Stored data

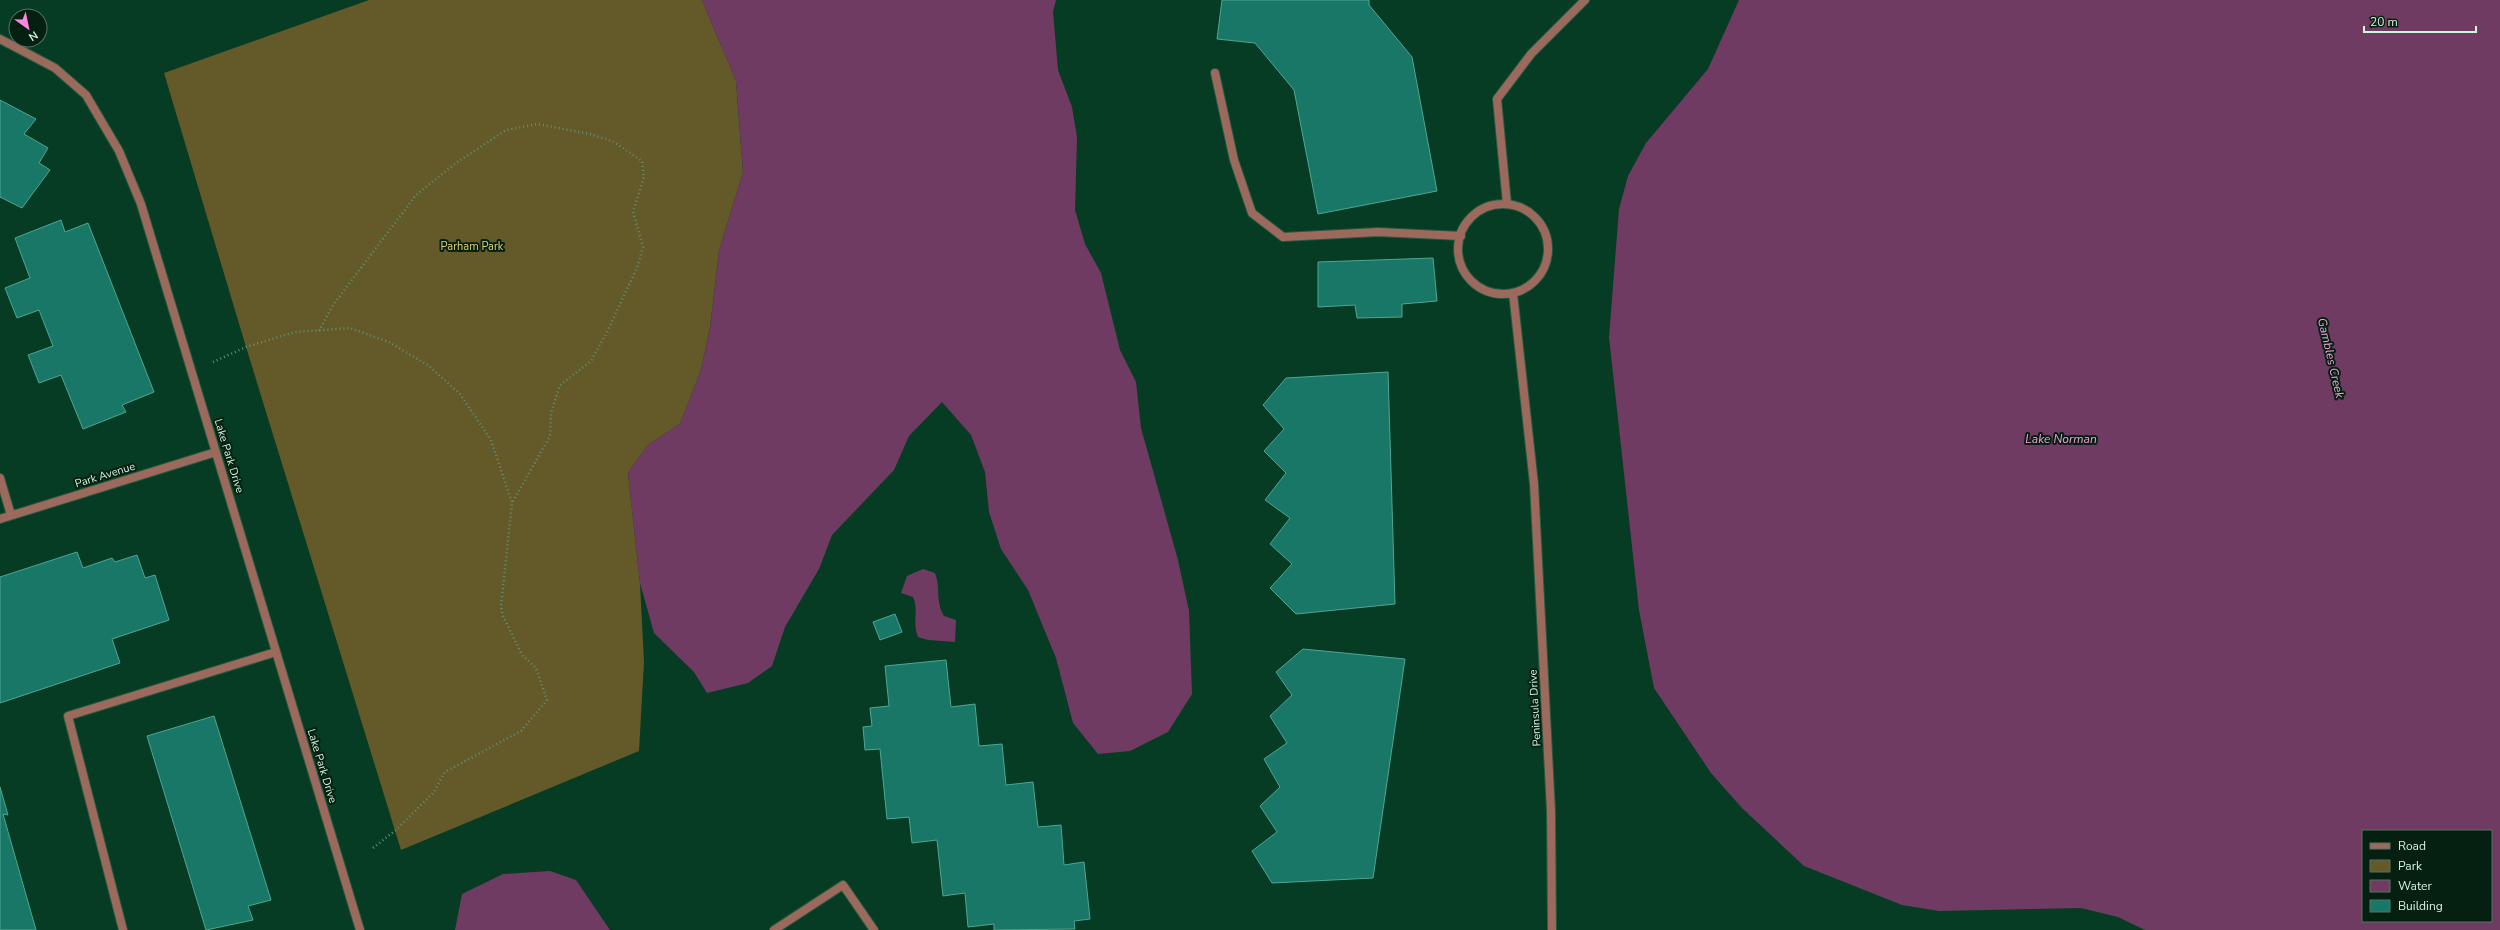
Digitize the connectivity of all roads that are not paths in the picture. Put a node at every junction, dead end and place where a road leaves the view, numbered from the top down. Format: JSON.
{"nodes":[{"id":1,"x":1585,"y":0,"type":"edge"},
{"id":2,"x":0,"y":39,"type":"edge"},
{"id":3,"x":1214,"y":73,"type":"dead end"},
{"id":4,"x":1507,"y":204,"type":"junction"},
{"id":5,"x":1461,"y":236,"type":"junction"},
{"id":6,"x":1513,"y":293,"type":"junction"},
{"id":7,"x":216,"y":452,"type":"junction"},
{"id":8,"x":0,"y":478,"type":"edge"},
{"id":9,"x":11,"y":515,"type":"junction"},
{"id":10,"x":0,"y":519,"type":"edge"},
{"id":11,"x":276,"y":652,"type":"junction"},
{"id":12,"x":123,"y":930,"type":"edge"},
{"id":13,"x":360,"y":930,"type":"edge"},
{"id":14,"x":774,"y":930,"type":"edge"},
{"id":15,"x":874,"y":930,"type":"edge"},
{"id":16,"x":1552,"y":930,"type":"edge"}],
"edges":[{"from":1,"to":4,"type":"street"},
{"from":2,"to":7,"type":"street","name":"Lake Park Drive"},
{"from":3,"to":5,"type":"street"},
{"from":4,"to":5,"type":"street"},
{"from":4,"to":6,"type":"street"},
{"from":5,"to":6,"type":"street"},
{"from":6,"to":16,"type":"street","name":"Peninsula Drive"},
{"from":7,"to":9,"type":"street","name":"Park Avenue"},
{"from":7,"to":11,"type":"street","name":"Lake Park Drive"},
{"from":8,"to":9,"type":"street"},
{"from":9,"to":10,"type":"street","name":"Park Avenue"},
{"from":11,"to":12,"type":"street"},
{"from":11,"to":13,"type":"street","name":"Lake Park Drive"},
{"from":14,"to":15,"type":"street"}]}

## Problem
Return each line of the entries that holds the string "Avenue".

## Answer for the task
{"from":7,"to":9,"type":"street","name":"Park Avenue"},
{"from":9,"to":10,"type":"street","name":"Park Avenue"},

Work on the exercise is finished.